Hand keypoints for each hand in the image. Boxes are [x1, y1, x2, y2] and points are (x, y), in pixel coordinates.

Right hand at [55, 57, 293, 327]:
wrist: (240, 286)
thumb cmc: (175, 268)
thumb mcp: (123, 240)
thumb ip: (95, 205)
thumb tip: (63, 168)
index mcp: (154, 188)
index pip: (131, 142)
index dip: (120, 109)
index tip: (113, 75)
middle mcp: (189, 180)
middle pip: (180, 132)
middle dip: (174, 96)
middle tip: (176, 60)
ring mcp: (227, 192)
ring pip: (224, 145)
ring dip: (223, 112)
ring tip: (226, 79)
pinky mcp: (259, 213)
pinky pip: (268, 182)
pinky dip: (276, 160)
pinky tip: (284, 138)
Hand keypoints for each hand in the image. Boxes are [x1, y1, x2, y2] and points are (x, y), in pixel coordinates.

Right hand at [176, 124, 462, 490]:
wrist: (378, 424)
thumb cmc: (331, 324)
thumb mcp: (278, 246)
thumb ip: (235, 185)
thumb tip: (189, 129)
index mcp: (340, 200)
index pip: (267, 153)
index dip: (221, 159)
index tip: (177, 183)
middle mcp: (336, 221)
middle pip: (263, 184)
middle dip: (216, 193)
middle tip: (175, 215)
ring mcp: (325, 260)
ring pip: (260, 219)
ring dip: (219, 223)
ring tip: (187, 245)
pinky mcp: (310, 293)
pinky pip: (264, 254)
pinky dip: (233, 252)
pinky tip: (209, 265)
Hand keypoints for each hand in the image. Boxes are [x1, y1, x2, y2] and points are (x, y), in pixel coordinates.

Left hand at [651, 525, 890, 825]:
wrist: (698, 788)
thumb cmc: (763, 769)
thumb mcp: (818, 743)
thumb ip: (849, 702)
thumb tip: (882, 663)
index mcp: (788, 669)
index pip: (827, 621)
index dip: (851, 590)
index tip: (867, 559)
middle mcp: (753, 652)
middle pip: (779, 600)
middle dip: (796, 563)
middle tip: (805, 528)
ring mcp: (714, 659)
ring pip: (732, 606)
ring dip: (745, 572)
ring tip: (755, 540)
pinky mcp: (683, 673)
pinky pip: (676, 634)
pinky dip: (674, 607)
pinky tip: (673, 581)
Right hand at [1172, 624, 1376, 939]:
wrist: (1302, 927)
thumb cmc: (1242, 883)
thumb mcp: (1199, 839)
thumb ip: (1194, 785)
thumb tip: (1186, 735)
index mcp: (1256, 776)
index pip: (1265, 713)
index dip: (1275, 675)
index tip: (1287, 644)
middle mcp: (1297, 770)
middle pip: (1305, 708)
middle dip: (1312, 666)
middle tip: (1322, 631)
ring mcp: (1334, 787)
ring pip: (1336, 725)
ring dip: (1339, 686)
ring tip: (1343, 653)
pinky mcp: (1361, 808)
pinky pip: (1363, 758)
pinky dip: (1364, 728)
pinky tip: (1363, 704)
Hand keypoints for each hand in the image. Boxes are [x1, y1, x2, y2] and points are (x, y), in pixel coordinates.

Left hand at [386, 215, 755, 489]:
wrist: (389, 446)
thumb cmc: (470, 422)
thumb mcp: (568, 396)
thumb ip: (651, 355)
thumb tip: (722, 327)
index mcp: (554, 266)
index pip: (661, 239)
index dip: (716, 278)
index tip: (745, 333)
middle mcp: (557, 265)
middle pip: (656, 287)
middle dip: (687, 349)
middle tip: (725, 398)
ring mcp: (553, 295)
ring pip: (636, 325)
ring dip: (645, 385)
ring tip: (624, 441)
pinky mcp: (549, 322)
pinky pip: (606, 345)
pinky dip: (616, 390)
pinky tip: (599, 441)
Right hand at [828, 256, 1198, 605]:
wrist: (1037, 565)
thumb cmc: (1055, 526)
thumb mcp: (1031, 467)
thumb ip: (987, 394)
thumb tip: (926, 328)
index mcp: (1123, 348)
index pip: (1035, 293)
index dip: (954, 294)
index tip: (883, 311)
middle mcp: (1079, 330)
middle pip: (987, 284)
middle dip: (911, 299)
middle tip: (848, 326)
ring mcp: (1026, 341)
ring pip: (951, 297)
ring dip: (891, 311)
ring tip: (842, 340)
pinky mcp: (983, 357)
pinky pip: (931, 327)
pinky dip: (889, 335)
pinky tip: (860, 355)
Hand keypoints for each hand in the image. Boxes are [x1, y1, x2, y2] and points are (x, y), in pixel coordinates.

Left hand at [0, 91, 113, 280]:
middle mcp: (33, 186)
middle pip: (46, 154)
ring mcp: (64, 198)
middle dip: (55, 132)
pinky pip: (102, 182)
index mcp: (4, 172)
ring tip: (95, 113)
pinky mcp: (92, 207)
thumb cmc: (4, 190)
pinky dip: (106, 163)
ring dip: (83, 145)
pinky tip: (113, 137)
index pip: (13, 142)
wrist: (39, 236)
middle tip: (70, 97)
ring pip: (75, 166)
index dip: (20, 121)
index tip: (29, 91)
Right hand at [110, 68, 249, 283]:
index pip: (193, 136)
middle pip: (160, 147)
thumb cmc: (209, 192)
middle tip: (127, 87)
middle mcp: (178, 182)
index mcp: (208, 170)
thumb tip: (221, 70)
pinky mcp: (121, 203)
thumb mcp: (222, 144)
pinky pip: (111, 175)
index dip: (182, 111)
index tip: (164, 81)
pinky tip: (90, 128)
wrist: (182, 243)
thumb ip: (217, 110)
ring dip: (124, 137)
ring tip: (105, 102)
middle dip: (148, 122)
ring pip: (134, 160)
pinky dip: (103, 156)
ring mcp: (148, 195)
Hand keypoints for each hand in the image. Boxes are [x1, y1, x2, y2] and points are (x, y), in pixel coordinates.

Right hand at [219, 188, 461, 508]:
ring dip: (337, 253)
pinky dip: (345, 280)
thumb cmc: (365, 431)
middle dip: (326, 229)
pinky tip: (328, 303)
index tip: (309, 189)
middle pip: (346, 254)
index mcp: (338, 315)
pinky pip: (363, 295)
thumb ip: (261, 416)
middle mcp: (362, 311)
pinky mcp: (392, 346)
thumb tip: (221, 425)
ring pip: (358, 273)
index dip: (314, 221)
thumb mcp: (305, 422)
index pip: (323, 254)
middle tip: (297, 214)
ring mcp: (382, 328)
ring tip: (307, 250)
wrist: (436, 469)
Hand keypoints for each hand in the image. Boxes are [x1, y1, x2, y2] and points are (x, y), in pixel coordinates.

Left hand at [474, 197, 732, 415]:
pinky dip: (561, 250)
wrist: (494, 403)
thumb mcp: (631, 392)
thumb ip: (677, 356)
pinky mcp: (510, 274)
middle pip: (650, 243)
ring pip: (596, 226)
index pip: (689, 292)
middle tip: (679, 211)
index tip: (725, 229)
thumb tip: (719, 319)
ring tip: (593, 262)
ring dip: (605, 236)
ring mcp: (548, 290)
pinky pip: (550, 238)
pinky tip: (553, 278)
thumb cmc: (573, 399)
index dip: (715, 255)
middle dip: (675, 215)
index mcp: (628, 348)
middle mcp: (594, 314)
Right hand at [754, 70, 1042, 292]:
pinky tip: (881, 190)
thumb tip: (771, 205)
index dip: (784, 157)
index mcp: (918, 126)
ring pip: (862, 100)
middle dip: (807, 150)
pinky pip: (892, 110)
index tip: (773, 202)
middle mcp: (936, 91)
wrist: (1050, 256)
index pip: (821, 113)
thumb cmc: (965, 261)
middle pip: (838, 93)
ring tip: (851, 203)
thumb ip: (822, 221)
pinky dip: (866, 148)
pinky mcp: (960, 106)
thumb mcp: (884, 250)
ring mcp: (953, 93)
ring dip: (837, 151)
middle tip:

**Task item**
Provide the count of lines in the data above that include the word "wrist", with no added text.

**Answer box**
11